Their work describes an approach for parsing a referenceable procedure from a high-dimensional observation sequence. Put simply, given a recording of an activity, how do you extract the steps needed to replicate it? Their approach, called PRISM, is a hierarchical Bayesian model. Here, referenceability refers to the ability to identify a sequence of discrete, interpretable steps that a human can understand and follow. In contrast, many models produce representations in a continuous latent space. These take the form of smooth manifolds of numerical values, which are useful for machine learning but are not directly human-readable. As a result, such continuous outputs are considered unreferenceable within this framework.

These discrete procedural units are named “segments” and the process of extracting them is called “temporal clustering.” Here, temporal clustering is done via labelling where you have some similar set of recordings that have extracted steps as an example dataset used to train an unsupervised labelling algorithm.
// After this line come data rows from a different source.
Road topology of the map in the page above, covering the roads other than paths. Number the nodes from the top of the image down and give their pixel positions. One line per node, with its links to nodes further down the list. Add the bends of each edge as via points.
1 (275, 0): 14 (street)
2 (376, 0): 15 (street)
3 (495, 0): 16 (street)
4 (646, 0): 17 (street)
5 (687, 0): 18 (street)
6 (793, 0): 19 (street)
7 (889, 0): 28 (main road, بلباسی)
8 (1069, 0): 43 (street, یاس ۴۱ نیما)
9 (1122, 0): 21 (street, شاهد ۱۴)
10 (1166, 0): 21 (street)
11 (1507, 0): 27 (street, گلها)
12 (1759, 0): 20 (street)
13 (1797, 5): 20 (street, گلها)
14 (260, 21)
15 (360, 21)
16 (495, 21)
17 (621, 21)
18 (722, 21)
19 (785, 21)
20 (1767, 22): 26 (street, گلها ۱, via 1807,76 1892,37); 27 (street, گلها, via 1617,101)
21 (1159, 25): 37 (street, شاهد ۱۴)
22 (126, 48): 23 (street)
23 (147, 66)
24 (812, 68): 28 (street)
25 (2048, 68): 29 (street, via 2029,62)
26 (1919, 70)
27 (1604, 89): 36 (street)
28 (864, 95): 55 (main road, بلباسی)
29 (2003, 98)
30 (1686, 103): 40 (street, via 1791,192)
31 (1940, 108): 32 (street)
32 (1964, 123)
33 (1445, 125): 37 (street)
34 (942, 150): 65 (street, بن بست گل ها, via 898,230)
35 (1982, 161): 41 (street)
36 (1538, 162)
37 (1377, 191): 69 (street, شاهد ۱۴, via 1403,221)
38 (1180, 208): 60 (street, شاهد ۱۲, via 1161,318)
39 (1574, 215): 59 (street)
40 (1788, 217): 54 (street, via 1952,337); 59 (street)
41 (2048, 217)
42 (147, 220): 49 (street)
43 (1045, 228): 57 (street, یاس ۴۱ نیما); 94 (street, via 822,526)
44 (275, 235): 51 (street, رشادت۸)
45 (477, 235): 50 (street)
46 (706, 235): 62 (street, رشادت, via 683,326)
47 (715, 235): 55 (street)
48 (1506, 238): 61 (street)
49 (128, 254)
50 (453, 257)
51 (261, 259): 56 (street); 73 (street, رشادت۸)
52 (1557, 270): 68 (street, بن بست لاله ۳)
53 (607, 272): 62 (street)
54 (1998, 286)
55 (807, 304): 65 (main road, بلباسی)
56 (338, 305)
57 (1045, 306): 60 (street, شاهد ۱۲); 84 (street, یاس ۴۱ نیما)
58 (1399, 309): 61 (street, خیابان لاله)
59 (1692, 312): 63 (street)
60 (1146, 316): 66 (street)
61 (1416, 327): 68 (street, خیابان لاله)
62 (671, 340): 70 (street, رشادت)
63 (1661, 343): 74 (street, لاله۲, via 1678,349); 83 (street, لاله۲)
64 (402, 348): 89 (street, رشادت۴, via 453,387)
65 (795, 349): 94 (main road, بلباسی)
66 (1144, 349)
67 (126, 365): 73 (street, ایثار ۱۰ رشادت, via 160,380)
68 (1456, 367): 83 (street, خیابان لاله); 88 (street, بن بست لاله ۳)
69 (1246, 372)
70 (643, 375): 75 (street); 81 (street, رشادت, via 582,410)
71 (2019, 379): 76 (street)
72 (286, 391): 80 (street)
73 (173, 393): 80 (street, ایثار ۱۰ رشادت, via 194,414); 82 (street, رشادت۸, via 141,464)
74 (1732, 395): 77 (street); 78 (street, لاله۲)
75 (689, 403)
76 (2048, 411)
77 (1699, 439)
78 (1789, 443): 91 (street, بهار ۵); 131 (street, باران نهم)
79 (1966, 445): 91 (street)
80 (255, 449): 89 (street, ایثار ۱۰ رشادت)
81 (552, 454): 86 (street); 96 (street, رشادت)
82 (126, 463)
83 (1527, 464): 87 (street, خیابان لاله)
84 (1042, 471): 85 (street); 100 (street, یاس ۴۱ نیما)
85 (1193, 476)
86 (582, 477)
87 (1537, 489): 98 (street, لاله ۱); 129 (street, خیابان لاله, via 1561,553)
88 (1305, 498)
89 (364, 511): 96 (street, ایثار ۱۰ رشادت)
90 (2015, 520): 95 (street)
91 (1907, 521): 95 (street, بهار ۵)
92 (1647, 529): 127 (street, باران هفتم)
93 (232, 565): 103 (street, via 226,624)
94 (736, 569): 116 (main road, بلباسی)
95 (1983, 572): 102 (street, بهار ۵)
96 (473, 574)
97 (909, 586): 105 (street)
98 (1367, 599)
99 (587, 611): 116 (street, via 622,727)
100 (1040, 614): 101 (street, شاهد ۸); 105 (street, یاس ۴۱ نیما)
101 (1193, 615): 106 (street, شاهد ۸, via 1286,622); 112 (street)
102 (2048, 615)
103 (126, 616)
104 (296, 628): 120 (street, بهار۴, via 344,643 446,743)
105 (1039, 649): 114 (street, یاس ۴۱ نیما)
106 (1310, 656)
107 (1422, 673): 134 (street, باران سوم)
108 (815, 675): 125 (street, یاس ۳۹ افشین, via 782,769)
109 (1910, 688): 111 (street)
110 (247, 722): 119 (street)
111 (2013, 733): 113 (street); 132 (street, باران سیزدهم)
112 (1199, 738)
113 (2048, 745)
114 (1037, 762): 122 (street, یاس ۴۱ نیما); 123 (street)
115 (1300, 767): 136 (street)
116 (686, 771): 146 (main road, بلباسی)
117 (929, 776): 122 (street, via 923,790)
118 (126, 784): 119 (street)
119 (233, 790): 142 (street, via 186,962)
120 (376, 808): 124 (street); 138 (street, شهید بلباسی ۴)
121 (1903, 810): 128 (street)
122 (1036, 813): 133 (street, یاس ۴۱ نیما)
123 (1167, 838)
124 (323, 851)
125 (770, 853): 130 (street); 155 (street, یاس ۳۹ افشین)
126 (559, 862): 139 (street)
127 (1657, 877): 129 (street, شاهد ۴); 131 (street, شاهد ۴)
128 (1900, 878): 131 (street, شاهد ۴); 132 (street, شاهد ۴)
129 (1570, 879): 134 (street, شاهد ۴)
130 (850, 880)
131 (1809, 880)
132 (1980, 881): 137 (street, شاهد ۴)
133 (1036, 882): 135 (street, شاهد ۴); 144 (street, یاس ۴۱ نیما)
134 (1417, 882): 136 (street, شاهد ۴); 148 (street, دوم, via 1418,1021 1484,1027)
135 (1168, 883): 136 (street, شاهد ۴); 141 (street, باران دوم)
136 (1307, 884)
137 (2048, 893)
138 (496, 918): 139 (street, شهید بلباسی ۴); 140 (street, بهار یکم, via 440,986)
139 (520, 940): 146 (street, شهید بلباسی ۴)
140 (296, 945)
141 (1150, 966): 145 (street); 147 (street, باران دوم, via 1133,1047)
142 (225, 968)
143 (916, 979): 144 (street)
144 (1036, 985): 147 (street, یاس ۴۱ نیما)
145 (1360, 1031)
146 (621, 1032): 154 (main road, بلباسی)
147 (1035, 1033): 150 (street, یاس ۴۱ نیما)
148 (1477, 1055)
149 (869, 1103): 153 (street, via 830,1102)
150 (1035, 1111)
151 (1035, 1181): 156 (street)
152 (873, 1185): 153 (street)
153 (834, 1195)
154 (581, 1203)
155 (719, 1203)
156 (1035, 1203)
They distinguish temporal clustering from “time-series segmentation and (Chung et al., 2004) and changepoint detection (Killick et al., 2012)” based on the clustering’s awareness of the events themselves and not only their boundaries.
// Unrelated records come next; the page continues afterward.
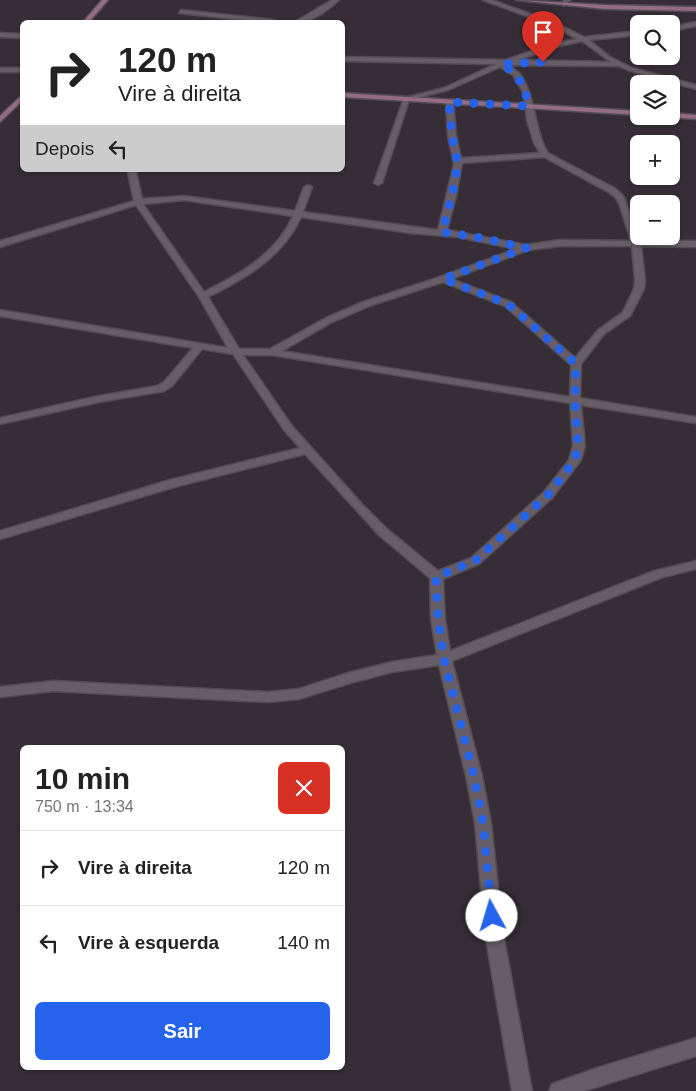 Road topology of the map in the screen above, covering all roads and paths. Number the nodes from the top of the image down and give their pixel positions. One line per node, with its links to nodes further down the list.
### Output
1 (105, 0): 8 (street)
2 (336, 0): 10 (street)
3 (486, 0): 16 (street)
4 (520, 0): 5 (street)
5 (565, 2): 6 (street)
6 (696, 9)
7 (181, 12): 9 (street)
8 (88, 20)
9 (255, 20)
10 (303, 20)
11 (696, 24): 12 (street)
12 (680, 27)
13 (630, 34): 16 (street)
14 (0, 35): 15 (street)
15 (20, 36)
16 (583, 39): 18 (street); 19 (street)
17 (345, 59): 18 (street)
18 (503, 63): 19 (street); 25 (street); 27 (street)
19 (620, 64): 22 (street)
20 (0, 70): 21 (street)
21 (20, 70)
22 (696, 87)
23 (345, 95): 25 (street)
24 (20, 99): 31 (street)
25 (406, 99): 26 (street); 35 (street)
26 (449, 102): 27 (street); 33 (street)
27 (528, 106): 28 (street); 32 (street)
28 (630, 112)
29 (680, 116): 30 (street)
30 (696, 117)
31 (0, 120)
32 (545, 155): 33 (street); 39 (street)
33 (458, 161): 40 (street)
34 (132, 172): 37 (street)
35 (378, 183)
36 (308, 186): 38 (street)
37 (138, 202): 38 (street); 41 (street); 48 (street)
38 (299, 214): 40 (street); 48 (street)
39 (630, 226)
40 (442, 232): 46 (street)
41 (0, 244)
42 (630, 244): 46 (street)
43 (680, 244): 44 (street)
44 (696, 244)
45 (636, 245): 53 (street)
46 (526, 248): 47 (street)
47 (443, 279): 52 (street); 53 (street)
48 (203, 296): 51 (street)
49 (0, 312): 50 (street)
50 (200, 346): 51 (street); 56 (street)
51 (236, 352): 52 (street); 57 (street)
52 (272, 352): 54 (street)
53 (576, 364): 54 (street)
54 (575, 402): 55 (street); 60 (street)
55 (696, 420)
56 (0, 421)
57 (307, 450): 58 (street); 60 (street)
58 (0, 534)
59 (696, 565): 61 (street)
60 (436, 577): 61 (street)
61 (444, 659): 62 (street); 64 (street)
62 (0, 692)
63 (696, 1047): 65 (street)
64 (522, 1091)
65 (559, 1091) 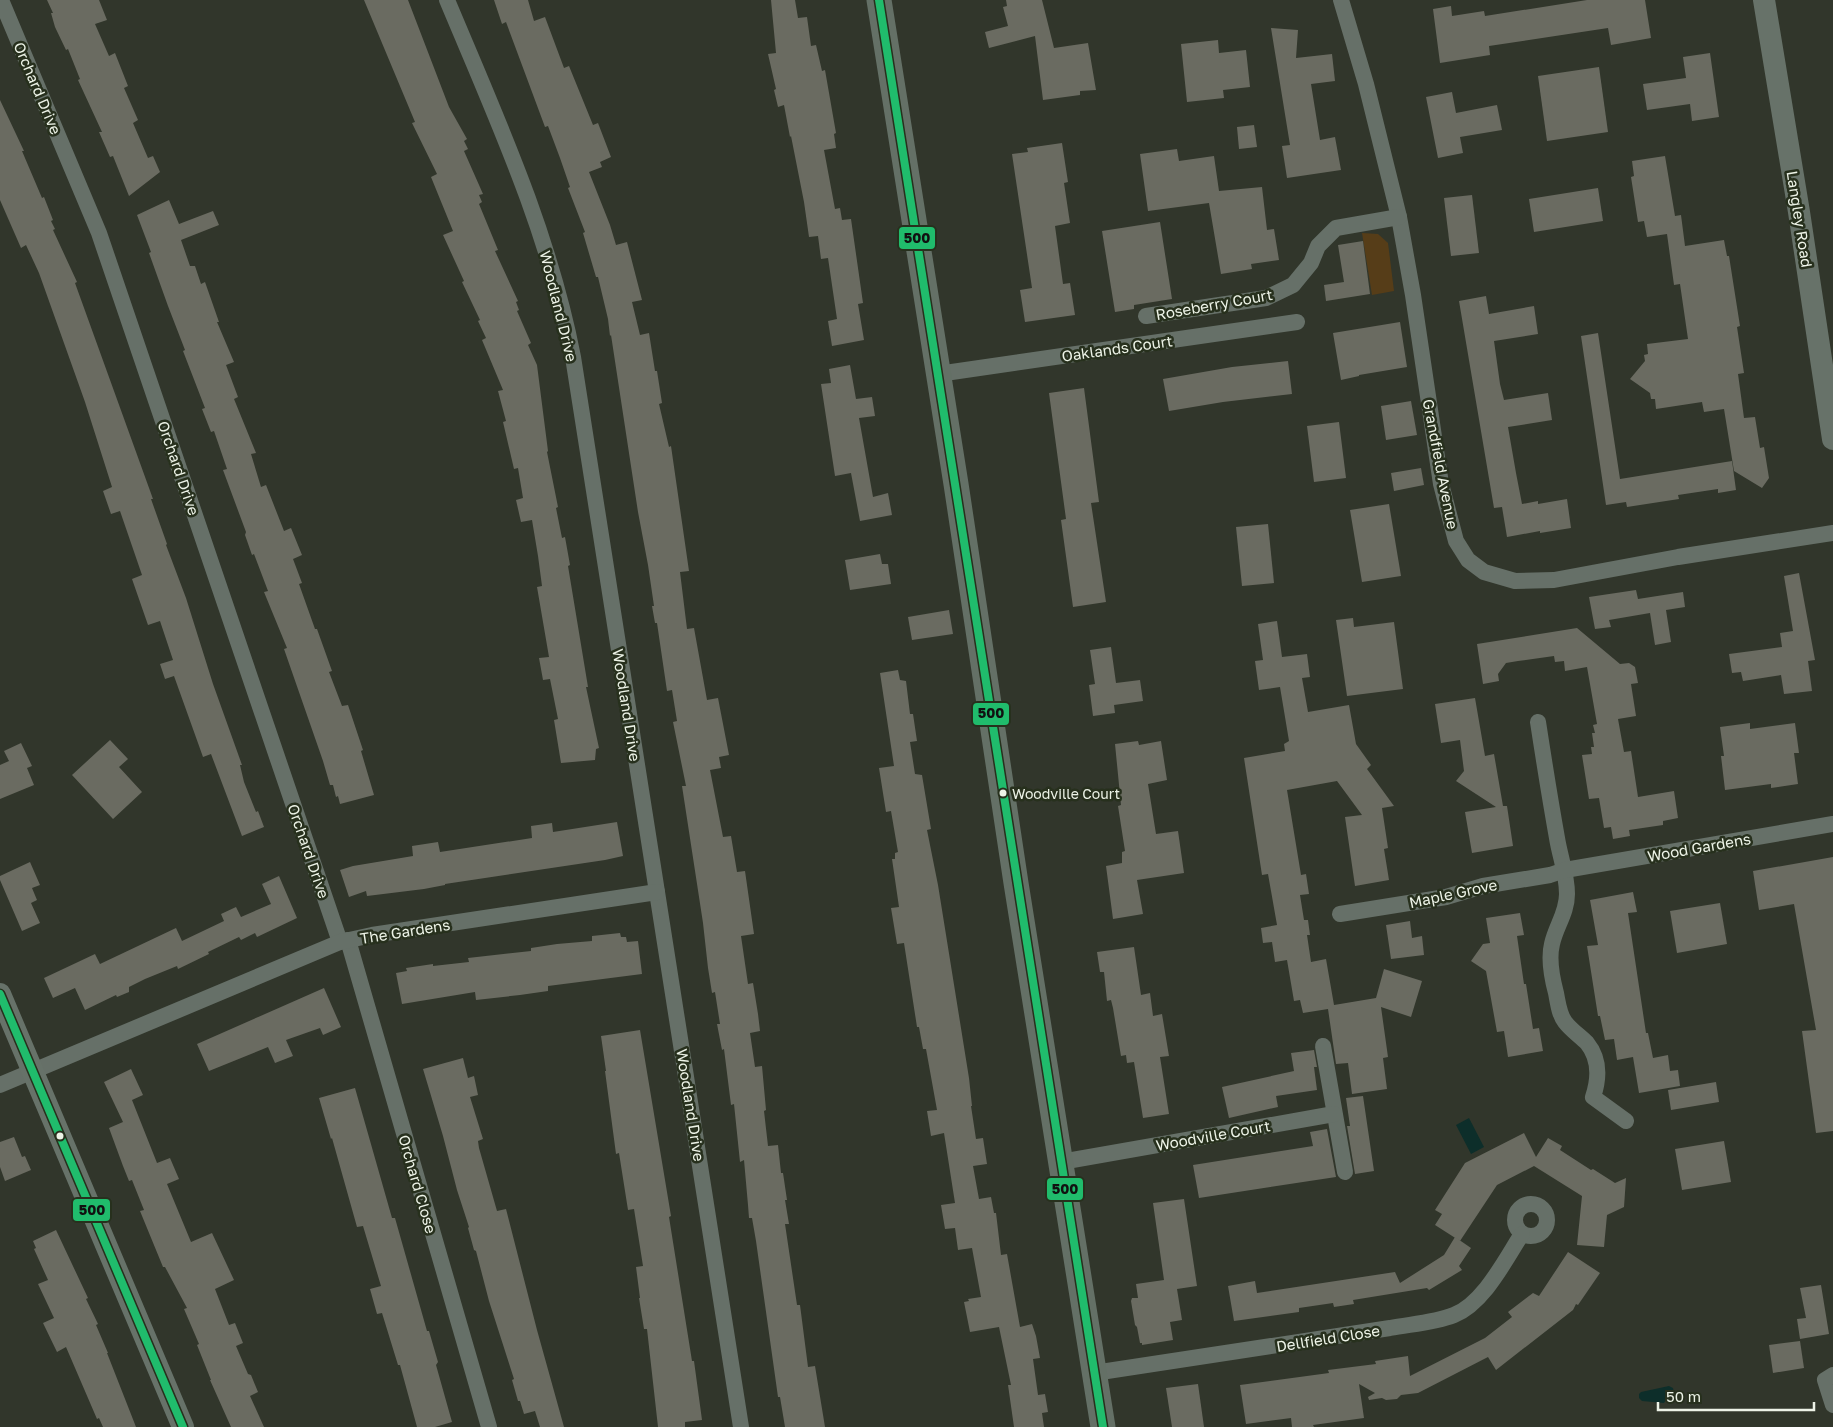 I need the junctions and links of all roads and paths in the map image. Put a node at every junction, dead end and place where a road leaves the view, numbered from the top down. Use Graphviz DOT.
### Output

To evaluate their approach, they consider two properties: 1) completeness and 2) homogeneity. Completeness refers to the degree of the V-measure presented by Rosenberg and Hirschberg (2007). Based on their work, maximal completeness would suggest that all items in the ground truth label are in the same cluster. And you don’t have ground truth labels split between clusters. In this context, "completeness" — to be defined shortly — applies.

Completeness measures whether all data points that belong to the same true class/category are assigned to the same cluster. Completeness aims to put all elements of each class in single clusters. For example, if you have a full procedure for making breakfast and one step is "making eggs," then completeness would require that all egg-related actions — taking the eggs out of the fridge, cracking them, whisking them, putting them in the pan, cooking them until they're ready, and all other sub-actions in between — are grouped together in the same cluster.
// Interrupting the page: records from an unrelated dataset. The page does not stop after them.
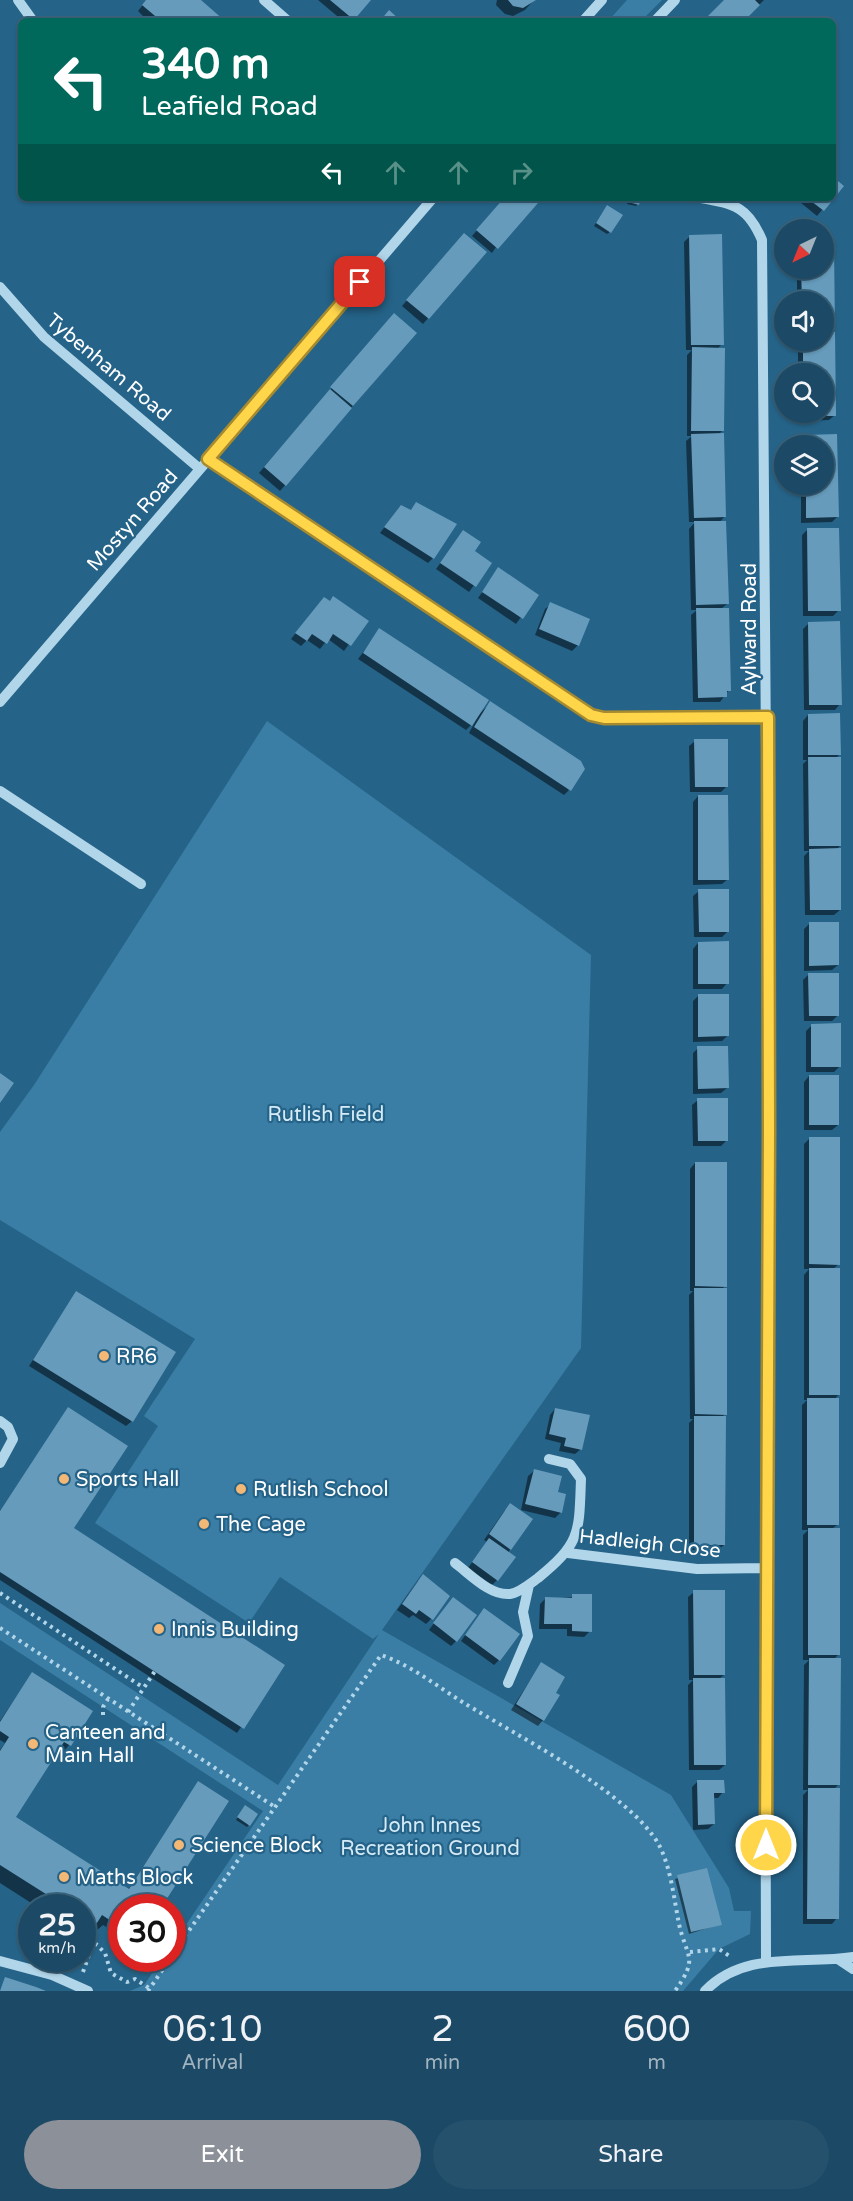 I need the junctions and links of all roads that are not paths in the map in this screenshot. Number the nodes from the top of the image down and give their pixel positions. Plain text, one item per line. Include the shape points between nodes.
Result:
1 (18, 0) edge
2 (264, 0) edge
3 (602, 0) edge
4 (675, 0) edge
5 (31, 18) edge
6 (285, 18) edge
7 (587, 18) edge
8 (658, 18) edge
9 (430, 201) edge
10 (718, 201) edge
11 (0, 287) edge
12 (208, 459) junction
13 (200, 468) junction
14 (0, 702) edge
15 (768, 717) junction
16 (0, 791) edge
17 (141, 884) dead end
18 (0, 1421) edge
19 (549, 1459) dead end
20 (0, 1463) edge
21 (568, 1553) junction
22 (455, 1563) dead end
23 (765, 1568) junction
24 (529, 1584) junction
25 (508, 1683) dead end
26 (853, 1957) edge
27 (838, 1959) junction
28 (0, 1961) edge
29 (766, 1962) junction
30 (853, 1969) edge
31 (88, 1991) edge
32 (705, 1991) edge

1 - 5 street
2 - 6 street
3 - 7 street
4 - 8 street
9 - 12 street, Mostyn Road
10 - 15 street, Aylward Road via 744,210 762,240
11 - 13 street, Tybenham Road via 44,337
12 - 13 street, Mostyn Road
12 - 15 street via 591,715
13 - 14 street, Mostyn Road
15 - 23 street, Aylward Road
16 - 17 street
18 - 20 street via 13,1439
19 - 21 street, Hadleigh Close via 570,1464 581,1479 580,1514
21 - 23 street, Hadleigh Close via 697,1569
21 - 24 street, Hadleigh Close
22 - 24 street via 490,1590 510,1594
23 - 29 street, Aylward Road
24 - 25 street via 523,1612 528,1636
26 - 27 street
27 - 29 street
27 - 30 street
28 - 31 street via 52,1975
29 - 32 street via 725,1973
Homogeneity can be considered the litmus test for contamination and purity. Ideally, for each discovered cluster, only the "correct" actions are attributed to it. That is, frothing milk for making a latte shouldn't be an action included in the "making eggs" cluster.

Completeness and homogeneity represent two axes for evaluating procedural clustering quality:

High completeness, poor homogeneity: All the egg-making actions are kept together, but the "making eggs" cluster also incorrectly includes actions like buttering toast, brewing coffee, and setting the table. The complete procedure is captured but contaminated with irrelevant actions.
High homogeneity, poor completeness: Each cluster contains only semantically related actions, but the egg-making procedure is fragmented across multiple clusters. For instance, "cracking eggs" might be in a "preparation" cluster with "slicing bread," while "cooking eggs" might be in a "heating" cluster with "toasting bread." The actions are uncontaminated, but the procedure isn't coherent or orderly.

Conclusion

Much of this conversation and blog post came from my work on capturing procedural knowledge in collaborative research environments, particularly Jupyter notebooks. If this is interesting to you, I’d be happy to discuss it further! I’m also interested in building on the PRISM work. I don’t go into the details of the algorithm itself, but I focus more on how the procedures are represented using the methodology they introduce, which I find really interesting. I’m especially curious about reproducibility: in what ways and to what extent do different procedural extraction methods produce varying results on the same dataset? I’m also wondering how the process could become more supervised. For example, what kinds of demonstration videos or "high-dimensional observations" are considered out-of-distribution, and what features make them so?